Mental-imagery, vividness and self-projection are the pivotal indexes to measure future-oriented thought. The higher scores participants obtained, the more internally-oriented thought they engaged. Of note, Future Self experienced the highest levels of mental-imagery, vividness and self-projection, showing that reflecting on the future self may simultaneously engage a quantity of component processes served by a widely distributed set of brain regions.
By applying spatial ICA to task-state fMRI data, we found that two networks were largely overlapped with the DMN. The first network corresponded to the aDMN, which encompassed the dmPFC, medial frontal gyrus, inferior frontal gyrus, temporal parietal junction (TPJ), PCC and PCu. The second network overlapped more closely related to the pDMN and it consisted of the PCC, PCu, superior frontal gyrus, middle frontal gyrus, posterior inferior parietal lobule, middle temporal gyrus, angular gyrus, hippocampal formation and parahippocampal cortex. The spatial anatomy of two networks were presented in Fig. 3 and the anatomical locations and the corresponding Montreal Neurological Institute (MNI) template space25 coordinates of the brain regions were summarized in Table 1.

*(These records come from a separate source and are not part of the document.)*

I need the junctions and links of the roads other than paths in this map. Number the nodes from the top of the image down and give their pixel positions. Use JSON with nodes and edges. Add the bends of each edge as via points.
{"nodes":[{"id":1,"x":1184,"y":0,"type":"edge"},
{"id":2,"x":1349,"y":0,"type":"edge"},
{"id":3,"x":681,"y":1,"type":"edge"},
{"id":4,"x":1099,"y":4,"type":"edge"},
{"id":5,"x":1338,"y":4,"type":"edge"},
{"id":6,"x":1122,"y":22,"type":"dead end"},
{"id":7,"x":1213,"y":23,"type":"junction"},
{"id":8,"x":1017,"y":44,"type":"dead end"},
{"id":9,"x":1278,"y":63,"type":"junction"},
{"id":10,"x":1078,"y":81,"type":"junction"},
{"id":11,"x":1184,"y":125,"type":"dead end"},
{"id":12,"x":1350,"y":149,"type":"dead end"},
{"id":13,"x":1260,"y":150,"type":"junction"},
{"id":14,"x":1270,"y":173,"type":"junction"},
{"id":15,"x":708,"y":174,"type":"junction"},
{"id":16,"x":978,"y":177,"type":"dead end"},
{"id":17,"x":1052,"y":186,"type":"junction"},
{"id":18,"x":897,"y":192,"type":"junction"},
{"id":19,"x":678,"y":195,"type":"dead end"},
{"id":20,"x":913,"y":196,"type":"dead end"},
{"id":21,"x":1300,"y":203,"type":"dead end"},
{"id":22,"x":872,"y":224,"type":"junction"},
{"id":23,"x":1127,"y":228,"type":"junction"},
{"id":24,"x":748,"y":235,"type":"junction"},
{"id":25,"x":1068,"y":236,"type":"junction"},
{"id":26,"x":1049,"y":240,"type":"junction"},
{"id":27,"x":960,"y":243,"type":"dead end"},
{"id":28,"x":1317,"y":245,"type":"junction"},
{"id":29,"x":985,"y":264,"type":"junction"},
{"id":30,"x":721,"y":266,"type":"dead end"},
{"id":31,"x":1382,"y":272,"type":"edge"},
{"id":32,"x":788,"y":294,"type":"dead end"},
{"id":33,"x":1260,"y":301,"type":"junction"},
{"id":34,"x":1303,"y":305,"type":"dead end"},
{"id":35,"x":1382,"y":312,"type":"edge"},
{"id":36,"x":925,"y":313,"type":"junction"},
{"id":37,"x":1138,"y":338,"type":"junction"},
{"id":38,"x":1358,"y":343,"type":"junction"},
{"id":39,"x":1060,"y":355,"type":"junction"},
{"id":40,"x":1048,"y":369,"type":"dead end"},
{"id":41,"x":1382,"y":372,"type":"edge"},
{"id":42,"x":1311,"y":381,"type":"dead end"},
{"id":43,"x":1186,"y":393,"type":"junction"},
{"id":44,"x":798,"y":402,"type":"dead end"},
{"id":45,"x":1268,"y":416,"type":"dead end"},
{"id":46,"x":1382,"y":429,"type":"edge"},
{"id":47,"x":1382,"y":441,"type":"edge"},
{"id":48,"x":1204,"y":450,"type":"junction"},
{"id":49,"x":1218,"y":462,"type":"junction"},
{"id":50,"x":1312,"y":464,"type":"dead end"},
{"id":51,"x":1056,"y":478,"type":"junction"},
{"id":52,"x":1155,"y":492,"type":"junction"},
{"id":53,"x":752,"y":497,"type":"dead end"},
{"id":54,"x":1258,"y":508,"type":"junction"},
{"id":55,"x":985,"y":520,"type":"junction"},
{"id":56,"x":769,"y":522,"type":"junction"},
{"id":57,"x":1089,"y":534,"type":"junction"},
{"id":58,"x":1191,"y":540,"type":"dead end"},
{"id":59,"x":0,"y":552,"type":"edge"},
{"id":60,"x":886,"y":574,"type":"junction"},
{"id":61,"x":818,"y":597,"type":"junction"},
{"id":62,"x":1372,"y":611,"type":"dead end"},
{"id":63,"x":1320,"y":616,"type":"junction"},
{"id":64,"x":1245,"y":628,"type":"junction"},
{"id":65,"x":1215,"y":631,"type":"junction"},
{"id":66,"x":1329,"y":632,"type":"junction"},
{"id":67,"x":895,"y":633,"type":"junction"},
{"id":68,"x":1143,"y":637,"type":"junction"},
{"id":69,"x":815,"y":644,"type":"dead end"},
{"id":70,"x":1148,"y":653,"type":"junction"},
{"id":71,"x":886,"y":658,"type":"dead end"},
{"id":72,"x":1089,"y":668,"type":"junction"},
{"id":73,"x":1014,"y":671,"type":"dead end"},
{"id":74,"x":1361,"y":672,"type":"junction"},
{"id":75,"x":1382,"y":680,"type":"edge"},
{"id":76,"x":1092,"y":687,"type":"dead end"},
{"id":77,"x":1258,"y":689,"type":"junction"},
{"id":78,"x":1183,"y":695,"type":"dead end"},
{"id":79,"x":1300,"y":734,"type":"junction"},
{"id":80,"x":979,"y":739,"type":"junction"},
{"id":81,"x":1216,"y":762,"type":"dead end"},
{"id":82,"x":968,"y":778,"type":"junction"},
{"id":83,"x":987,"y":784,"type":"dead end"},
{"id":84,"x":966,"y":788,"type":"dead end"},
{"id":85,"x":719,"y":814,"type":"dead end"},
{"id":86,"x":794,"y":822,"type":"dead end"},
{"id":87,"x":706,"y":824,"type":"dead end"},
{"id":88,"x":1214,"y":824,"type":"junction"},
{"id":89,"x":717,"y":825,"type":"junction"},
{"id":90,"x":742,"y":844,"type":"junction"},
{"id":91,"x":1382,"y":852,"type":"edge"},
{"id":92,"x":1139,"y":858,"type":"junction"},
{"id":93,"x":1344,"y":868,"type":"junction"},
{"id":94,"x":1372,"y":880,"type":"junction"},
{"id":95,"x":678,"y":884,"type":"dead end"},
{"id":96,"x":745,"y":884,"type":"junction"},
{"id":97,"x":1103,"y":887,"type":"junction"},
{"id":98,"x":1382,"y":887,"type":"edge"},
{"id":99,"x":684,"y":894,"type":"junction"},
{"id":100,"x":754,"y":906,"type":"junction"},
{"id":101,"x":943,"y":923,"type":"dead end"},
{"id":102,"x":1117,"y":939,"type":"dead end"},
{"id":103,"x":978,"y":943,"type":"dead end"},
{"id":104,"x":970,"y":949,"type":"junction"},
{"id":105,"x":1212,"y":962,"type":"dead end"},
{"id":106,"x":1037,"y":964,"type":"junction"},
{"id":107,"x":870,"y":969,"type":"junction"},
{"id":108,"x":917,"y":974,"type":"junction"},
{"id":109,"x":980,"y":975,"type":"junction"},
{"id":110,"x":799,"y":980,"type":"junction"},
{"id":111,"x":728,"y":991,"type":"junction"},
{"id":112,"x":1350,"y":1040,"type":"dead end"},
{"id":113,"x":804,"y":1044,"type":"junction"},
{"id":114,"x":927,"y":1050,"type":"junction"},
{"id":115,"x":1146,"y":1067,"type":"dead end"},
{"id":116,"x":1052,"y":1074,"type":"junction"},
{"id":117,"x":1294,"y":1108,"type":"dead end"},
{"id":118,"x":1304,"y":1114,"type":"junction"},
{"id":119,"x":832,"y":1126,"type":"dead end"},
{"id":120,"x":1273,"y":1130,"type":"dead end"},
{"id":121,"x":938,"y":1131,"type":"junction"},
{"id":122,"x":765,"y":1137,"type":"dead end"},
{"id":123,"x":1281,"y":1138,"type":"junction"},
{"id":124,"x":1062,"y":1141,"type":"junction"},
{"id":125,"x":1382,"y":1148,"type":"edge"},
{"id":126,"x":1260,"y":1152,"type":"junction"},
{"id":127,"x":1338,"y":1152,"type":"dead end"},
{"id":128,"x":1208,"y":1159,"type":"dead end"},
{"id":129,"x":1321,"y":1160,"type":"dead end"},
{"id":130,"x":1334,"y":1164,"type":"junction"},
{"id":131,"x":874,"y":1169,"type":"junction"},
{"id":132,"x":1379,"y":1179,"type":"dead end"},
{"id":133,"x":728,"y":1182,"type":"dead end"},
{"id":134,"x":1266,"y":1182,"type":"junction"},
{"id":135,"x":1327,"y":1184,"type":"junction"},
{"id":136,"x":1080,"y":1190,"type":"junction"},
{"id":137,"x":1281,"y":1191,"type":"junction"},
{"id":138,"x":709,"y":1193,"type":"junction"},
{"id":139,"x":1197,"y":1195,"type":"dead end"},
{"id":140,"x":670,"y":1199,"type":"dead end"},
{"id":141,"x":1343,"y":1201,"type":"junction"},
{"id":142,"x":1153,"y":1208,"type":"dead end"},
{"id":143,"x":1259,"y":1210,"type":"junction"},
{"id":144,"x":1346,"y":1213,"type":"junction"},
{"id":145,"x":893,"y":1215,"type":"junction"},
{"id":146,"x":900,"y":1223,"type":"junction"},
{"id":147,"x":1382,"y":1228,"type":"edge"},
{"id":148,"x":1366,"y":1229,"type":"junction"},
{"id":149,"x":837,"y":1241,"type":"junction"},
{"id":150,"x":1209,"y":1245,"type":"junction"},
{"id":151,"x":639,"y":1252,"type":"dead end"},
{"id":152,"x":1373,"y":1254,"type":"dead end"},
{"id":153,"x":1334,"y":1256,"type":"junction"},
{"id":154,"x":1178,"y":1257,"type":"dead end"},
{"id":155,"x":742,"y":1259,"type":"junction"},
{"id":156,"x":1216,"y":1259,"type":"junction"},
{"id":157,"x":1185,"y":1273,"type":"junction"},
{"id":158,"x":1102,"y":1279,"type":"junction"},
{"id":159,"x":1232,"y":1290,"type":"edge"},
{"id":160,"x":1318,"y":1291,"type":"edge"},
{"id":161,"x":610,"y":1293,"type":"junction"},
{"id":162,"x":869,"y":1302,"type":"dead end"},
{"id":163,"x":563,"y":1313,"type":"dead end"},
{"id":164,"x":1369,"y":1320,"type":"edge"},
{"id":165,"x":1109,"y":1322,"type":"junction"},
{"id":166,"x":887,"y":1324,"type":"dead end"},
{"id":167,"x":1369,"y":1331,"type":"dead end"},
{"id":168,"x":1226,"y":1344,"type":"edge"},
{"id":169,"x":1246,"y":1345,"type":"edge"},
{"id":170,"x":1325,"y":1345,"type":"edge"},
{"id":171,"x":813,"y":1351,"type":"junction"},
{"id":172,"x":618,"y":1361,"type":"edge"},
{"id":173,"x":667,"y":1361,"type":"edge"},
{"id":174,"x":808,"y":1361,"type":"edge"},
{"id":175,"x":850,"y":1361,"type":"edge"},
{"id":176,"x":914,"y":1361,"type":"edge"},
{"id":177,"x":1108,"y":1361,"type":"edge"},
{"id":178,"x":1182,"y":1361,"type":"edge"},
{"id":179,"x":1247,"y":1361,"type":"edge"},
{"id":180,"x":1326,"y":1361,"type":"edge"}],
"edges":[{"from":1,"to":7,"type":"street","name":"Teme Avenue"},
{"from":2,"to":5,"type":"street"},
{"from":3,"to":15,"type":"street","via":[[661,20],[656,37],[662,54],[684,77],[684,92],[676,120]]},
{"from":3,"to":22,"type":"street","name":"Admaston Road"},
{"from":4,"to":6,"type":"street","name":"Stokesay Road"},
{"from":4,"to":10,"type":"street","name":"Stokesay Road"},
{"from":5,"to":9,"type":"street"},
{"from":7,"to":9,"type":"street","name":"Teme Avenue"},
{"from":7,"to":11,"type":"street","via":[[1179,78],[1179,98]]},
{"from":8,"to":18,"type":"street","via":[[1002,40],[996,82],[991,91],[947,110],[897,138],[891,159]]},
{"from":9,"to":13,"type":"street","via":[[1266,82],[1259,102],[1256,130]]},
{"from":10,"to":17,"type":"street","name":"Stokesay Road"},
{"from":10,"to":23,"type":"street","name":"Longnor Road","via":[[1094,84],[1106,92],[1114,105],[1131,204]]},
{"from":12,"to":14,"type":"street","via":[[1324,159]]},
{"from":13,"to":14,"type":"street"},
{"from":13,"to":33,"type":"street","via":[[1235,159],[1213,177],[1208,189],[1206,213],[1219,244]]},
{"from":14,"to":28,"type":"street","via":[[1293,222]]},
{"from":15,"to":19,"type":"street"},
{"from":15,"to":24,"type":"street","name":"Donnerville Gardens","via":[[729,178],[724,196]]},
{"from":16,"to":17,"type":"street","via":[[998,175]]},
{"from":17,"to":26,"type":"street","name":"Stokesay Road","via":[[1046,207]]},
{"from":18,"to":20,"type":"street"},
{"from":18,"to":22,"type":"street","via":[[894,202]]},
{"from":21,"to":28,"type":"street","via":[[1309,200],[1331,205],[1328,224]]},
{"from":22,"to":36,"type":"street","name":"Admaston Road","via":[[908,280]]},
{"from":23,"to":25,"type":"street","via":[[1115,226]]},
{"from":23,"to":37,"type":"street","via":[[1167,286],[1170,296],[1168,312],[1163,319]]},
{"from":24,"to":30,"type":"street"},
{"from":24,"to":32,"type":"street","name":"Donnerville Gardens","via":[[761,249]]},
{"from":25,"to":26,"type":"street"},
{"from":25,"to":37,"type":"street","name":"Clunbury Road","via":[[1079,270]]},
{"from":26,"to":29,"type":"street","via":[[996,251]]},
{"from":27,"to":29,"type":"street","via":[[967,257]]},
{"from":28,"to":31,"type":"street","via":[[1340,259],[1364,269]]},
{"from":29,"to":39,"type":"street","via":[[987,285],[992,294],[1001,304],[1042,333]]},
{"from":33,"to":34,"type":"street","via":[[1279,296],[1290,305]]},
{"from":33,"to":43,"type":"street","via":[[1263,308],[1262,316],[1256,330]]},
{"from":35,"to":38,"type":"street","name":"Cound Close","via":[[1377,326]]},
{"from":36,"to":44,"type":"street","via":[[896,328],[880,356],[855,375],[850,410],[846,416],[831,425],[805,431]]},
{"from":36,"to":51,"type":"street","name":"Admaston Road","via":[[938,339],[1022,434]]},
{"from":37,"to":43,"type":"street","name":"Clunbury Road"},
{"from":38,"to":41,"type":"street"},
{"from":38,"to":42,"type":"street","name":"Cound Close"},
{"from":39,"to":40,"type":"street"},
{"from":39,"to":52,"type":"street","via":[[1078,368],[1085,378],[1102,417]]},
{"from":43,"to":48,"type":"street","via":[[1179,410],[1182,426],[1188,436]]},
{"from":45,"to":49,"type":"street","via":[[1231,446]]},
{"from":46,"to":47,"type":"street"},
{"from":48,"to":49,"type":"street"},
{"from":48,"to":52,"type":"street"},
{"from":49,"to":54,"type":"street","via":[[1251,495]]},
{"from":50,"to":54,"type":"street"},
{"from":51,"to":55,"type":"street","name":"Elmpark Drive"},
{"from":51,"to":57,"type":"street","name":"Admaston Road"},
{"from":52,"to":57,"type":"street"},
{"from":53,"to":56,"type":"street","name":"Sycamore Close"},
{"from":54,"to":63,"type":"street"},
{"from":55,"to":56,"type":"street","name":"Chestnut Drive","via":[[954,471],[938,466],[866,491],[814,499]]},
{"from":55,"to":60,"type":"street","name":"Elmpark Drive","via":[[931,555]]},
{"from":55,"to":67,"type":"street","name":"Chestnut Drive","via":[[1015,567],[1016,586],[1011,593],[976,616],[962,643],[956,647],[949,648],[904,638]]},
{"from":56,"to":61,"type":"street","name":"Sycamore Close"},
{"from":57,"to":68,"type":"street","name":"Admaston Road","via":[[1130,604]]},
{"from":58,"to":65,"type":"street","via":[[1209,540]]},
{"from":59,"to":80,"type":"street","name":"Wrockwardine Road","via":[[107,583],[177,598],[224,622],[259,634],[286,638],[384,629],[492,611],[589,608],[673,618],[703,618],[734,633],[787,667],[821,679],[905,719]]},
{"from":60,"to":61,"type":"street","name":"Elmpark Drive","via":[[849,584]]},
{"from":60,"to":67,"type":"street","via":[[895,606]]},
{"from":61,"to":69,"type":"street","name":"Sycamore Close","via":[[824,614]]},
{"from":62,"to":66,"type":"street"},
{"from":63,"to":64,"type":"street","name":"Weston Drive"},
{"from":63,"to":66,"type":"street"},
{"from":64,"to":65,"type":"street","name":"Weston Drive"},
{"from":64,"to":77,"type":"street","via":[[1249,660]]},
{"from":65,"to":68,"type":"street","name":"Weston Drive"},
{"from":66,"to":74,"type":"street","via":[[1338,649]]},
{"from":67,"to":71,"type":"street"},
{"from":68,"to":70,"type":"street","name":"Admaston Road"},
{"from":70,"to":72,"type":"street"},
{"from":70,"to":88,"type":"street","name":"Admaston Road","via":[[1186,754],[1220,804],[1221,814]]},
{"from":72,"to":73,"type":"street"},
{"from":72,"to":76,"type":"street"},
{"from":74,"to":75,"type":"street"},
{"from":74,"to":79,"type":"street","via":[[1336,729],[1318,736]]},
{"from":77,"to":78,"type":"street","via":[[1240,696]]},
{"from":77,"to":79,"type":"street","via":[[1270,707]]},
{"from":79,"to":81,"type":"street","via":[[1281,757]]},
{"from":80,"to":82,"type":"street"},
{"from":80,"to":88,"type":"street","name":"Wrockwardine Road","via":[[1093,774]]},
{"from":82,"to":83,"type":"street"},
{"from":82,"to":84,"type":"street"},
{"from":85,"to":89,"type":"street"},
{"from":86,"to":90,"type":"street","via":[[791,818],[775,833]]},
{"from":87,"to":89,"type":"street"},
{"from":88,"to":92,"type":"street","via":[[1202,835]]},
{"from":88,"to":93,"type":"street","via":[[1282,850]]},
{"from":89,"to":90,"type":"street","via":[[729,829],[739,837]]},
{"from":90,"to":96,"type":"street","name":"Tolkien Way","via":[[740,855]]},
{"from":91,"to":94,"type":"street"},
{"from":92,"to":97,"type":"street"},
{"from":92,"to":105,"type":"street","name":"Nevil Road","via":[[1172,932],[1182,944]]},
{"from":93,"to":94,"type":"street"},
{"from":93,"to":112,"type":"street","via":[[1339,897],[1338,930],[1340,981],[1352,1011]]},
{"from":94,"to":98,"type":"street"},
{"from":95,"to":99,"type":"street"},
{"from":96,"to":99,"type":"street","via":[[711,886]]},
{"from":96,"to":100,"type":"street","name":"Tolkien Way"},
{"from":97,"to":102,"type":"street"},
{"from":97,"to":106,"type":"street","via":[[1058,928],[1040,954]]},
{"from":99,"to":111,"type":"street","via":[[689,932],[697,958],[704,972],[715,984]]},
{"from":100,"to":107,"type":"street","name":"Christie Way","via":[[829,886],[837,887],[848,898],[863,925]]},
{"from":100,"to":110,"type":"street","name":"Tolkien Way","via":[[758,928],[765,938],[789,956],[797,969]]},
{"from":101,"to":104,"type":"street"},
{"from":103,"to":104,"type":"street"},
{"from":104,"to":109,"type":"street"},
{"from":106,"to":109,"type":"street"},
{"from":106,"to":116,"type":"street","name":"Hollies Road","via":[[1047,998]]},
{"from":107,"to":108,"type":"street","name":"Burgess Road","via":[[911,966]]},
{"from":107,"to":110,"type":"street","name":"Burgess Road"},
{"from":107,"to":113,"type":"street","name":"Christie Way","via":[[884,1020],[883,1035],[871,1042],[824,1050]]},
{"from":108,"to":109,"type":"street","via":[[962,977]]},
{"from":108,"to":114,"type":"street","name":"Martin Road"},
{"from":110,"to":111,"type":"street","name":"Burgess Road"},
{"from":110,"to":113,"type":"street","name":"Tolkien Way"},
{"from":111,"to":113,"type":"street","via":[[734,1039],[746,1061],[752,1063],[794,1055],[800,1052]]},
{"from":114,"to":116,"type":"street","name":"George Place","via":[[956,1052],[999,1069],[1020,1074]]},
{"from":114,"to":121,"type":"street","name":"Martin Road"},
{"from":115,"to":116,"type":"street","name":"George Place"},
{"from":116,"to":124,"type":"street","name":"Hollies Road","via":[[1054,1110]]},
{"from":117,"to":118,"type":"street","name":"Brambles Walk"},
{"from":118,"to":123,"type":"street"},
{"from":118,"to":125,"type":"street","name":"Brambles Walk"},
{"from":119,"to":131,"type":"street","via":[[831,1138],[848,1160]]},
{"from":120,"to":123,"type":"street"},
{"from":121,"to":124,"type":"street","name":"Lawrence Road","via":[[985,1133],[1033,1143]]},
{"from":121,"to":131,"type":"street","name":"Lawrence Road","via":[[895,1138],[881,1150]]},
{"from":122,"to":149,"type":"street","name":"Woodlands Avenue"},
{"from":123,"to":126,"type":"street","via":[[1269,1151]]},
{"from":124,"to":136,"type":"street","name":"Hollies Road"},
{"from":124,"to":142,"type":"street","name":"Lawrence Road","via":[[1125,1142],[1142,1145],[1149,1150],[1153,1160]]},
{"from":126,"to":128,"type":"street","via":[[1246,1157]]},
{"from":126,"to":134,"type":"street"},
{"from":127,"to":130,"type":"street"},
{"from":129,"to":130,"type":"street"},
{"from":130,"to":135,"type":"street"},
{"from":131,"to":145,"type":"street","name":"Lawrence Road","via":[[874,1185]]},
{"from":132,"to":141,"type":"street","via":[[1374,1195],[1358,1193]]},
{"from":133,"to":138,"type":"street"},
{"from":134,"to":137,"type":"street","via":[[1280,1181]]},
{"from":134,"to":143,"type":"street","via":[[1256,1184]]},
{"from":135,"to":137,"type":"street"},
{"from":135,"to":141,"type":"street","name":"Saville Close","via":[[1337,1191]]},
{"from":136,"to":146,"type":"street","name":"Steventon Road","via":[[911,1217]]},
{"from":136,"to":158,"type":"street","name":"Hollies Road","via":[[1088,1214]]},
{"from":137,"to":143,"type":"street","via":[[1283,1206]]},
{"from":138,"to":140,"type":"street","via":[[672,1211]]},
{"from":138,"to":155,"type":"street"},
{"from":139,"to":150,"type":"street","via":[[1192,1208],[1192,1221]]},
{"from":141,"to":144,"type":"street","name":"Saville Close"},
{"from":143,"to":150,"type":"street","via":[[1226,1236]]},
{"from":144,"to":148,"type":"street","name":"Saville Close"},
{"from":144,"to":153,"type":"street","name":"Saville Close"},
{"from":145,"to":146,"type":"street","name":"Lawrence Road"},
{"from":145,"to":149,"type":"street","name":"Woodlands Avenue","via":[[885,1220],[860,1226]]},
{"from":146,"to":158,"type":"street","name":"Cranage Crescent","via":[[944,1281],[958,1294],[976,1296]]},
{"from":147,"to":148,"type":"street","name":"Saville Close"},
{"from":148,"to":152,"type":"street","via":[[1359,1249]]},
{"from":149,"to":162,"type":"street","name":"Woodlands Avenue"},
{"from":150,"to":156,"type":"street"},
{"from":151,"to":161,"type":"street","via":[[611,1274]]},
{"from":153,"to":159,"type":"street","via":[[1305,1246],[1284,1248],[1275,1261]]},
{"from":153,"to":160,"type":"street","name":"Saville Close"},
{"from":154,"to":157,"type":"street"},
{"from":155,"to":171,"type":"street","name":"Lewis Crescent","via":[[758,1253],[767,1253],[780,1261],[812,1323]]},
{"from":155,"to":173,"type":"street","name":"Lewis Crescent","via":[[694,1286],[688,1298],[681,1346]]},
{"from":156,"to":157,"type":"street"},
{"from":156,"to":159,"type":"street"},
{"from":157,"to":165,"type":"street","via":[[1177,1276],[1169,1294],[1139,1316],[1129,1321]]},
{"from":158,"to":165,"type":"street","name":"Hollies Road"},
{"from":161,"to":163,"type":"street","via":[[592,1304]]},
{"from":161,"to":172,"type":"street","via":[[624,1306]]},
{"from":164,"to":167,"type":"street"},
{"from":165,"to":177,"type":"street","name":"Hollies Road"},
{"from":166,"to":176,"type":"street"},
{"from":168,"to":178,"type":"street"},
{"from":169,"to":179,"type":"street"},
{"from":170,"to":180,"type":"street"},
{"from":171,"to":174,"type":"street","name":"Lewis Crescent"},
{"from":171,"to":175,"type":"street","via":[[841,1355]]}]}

Task-related functional network activation
We examined the mean magnitude of task-related hemodynamic response within each network (Fig. 4). A one-way ANOVA assessed signal change of the aDMN and activation significantly varied among these task conditions (F (3, 87) = 448.88, p < 0.001) and the aDMN showed highest activity when reflecting on Present Self than when reflecting on Future Self (t29 = 10.75, p < 0.001), Future Ctrl (t29 = 42.38, p < 0.001) and Present Ctrl (t29 = 24.63, p < 0.001) (Fig. 4A). Similarly, one-way ANOVA revealed significant differences of signal change within the pDMN (F (3, 87) = 925.84, p < 0.001) and activation in this brain region was highest when thinking about Future Self relative to Present Self (t29 = 26.12, p < 0.001), Future Ctrl (t29 = 31.22, p < 0.001) and Present Ctrl (t29 = 41.23, p < 0.001) (Fig. 4B). These results showed that the aDMN subsystem was preferentially activated in Present Self and the pDMN subsystem was preferentially activated in Future Self.
Altered functional connectivity between the aDMN and the pDMN
After the functional connectivity analysis, we compared Pearson’s correlation between the aDMN and the pDMN across tasks conditions using the one-way ANOVA, testing for significant differences (F (3, 87) = 13.09, p < 0.001). And paired t-tests further revealed the weakest connectivity between the aDMN and the pDMN during reflection about Future Self than when reflecting on Present Self (t29 = –7.42, p < 0.001), Future Ctrl (t29 = –3.45, p = 0.002) and Present Ctrl (t29 = –4.33, p < 0.001) (Fig. 5).
In the current study, we mainly explored the functional contribution of the aDMN and the pDMN and their functional connectivity during future-oriented thought. There were three main findings. Firstly, compared with other three conditions, participants engaged the highest levels of mental-imagery, vividness and self-projection when reflecting on their future, which may suggest the predominant cognitive function when imagining the future self. Secondly, we found a functional dissociation within the DMN. To be specific, the aDMN was more activated when participants made decisions about their present, whereas the pDMN preferentially activated when participants made decisions about their future. Thirdly, a significant decrease of aDMN-pDMN connectivity was observed when thinking about Future Self with respect to Present Self, Future Ctrl and Present Ctrl. These results indicated that functional divisions of anterior-posterior subsystems of the DMN and different patterns of aDMN-pDMN functional connectivity contributed differently to future-oriented thought.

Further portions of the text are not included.